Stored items

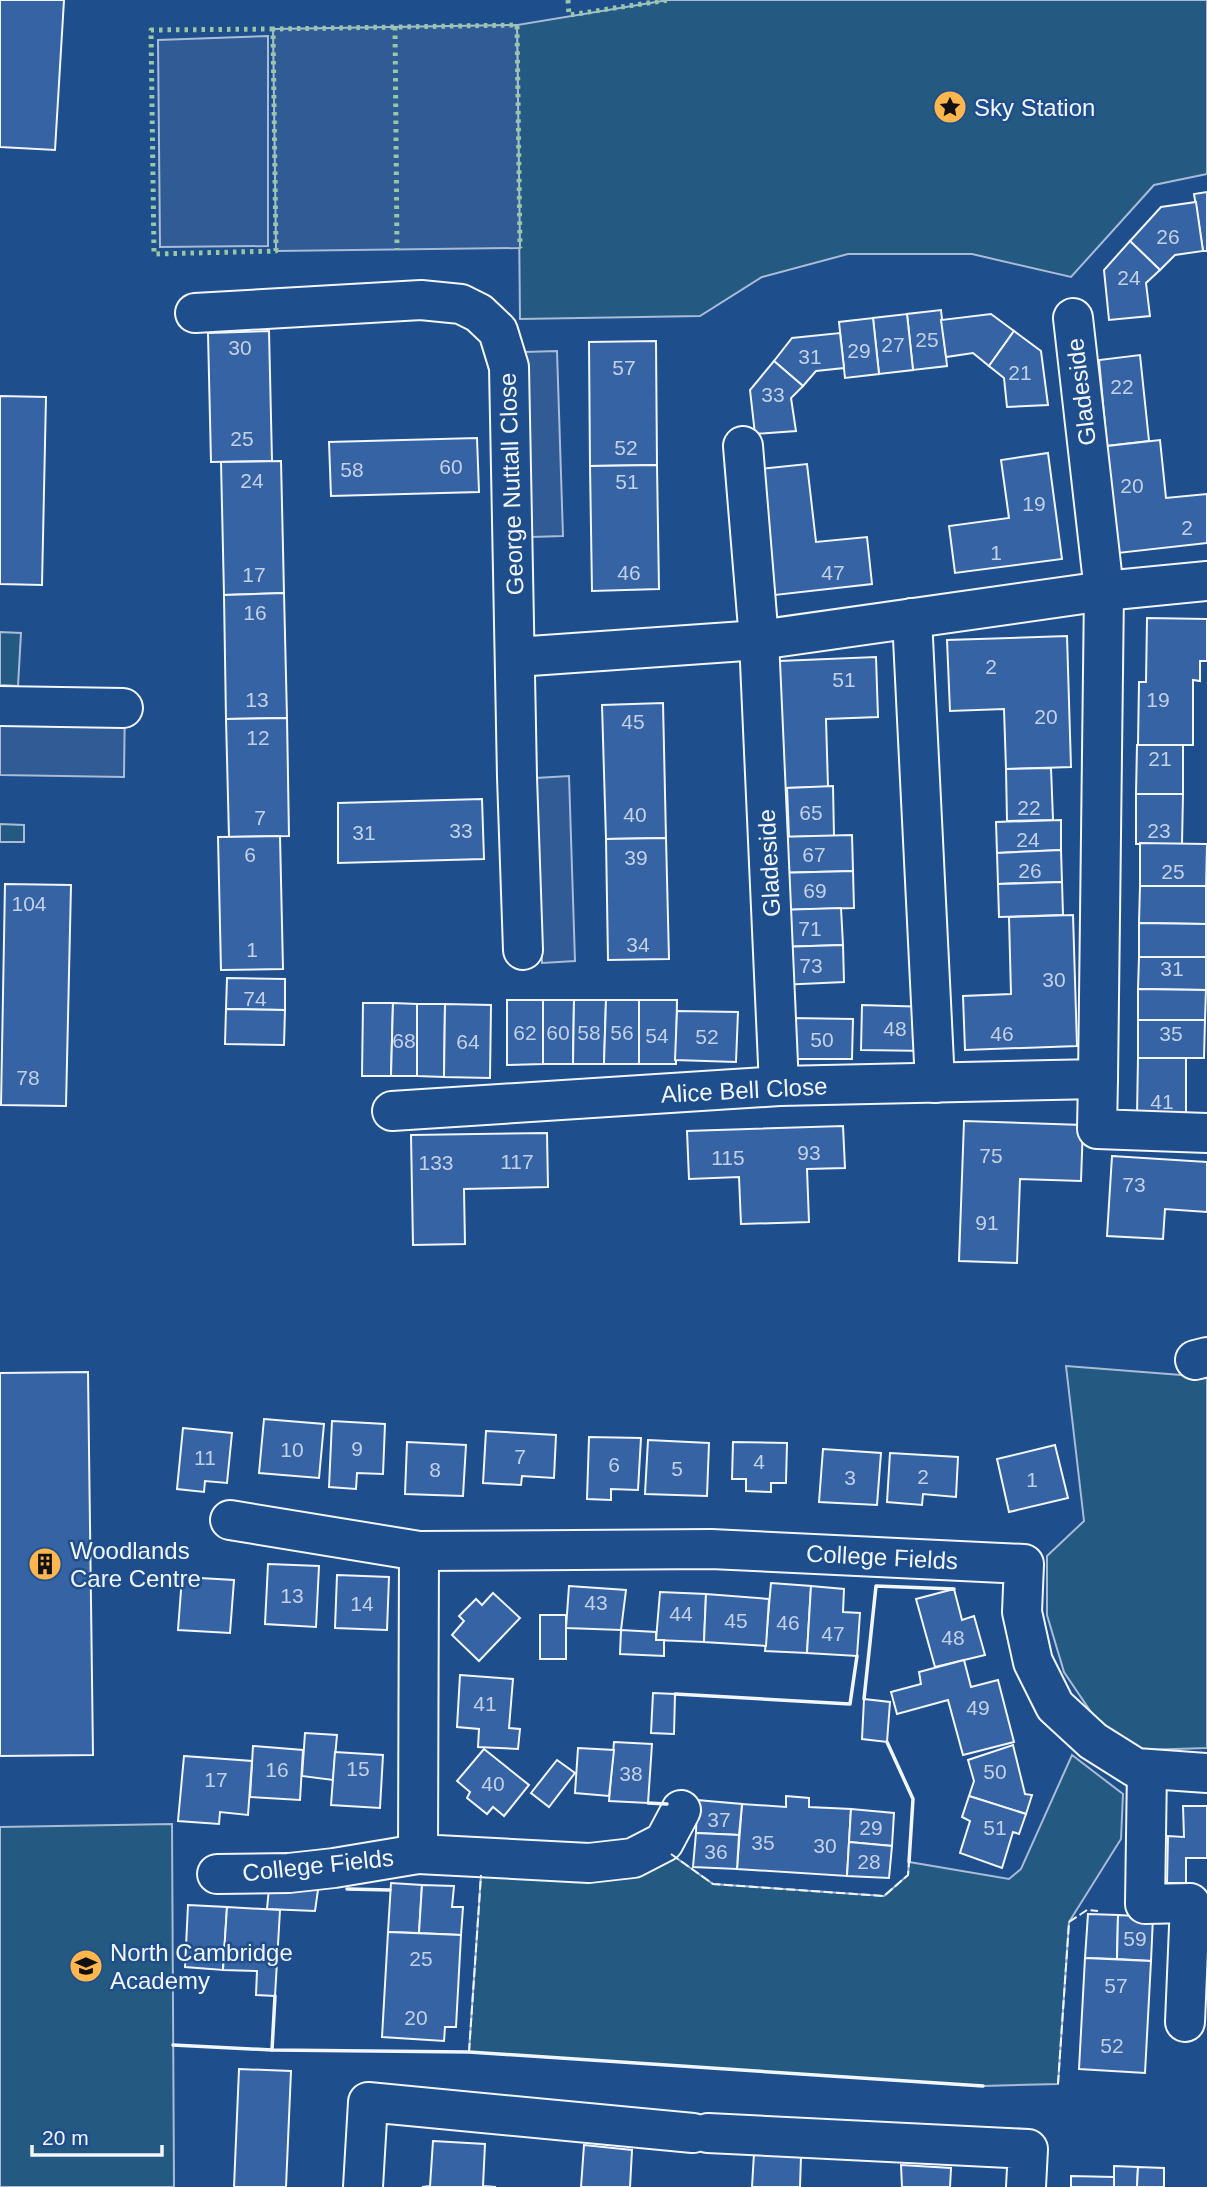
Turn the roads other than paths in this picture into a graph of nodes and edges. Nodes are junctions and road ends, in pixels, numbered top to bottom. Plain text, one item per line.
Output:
1 (195, 313) dead end
2 (1073, 318) dead end
3 (743, 446) dead end
4 (1207, 582) edge
5 (1104, 591) junction
6 (912, 618) junction
7 (759, 640) junction
8 (516, 657) junction
9 (0, 706) edge
10 (123, 708) dead end
11 (523, 950) dead end
12 (1098, 1079) junction
13 (935, 1083) junction
14 (779, 1086) junction
15 (392, 1111) dead end
16 (1207, 1133) edge
17 (230, 1520) dead end
18 (419, 1551) junction
19 (1147, 1769) junction
20 (1207, 1773) edge
21 (681, 1810) dead end
22 (418, 1854) junction
23 (217, 1874) dead end
24 (1185, 2022) dead end
25 (363, 2187) edge
26 (1026, 2187) edge

1 - 8 street, George Nuttall Close
2 - 5 street, Gladeside
3 - 7 street, Gladeside
4 - 5 street
5 - 6 street
5 - 12 street
6 - 7 street
6 - 13 street
7 - 8 street
7 - 14 street, Gladeside
8 - 11 street, George Nuttall Close
9 - 10 street
12 - 13 street, Alice Bell Close
12 - 16 street
13 - 14 street, Alice Bell Close
14 - 15 street, Alice Bell Close
17 - 18 street, College Fields
18 - 19 street, College Fields
18 - 22 street, College Fields
19 - 20 street, College Fields
19 - 24 street
21 - 22 street, College Fields
22 - 23 street, College Fields
25 - 26 street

-- TASK GOAL --
When you copy the records above, keep every word exact but leave out the pictures.

-- OUTPUT --
Turn the roads other than paths in this picture into a graph of nodes and edges. Nodes are junctions and road ends, in pixels, numbered top to bottom. Plain text, one item per line.
Output:
1 (195, 313) dead end
2 (1073, 318) dead end
3 (743, 446) dead end
4 (1207, 582) edge
5 (1104, 591) junction
6 (912, 618) junction
7 (759, 640) junction
8 (516, 657) junction
9 (0, 706) edge
10 (123, 708) dead end
11 (523, 950) dead end
12 (1098, 1079) junction
13 (935, 1083) junction
14 (779, 1086) junction
15 (392, 1111) dead end
16 (1207, 1133) edge
17 (230, 1520) dead end
18 (419, 1551) junction
19 (1147, 1769) junction
20 (1207, 1773) edge
21 (681, 1810) dead end
22 (418, 1854) junction
23 (217, 1874) dead end
24 (1185, 2022) dead end
25 (363, 2187) edge
26 (1026, 2187) edge

1 - 8 street, George Nuttall Close
2 - 5 street, Gladeside
3 - 7 street, Gladeside
4 - 5 street
5 - 6 street
5 - 12 street
6 - 7 street
6 - 13 street
7 - 8 street
7 - 14 street, Gladeside
8 - 11 street, George Nuttall Close
9 - 10 street
12 - 13 street, Alice Bell Close
12 - 16 street
13 - 14 street, Alice Bell Close
14 - 15 street, Alice Bell Close
17 - 18 street, College Fields
18 - 19 street, College Fields
18 - 22 street, College Fields
19 - 20 street, College Fields
19 - 24 street
21 - 22 street, College Fields
22 - 23 street, College Fields
25 - 26 street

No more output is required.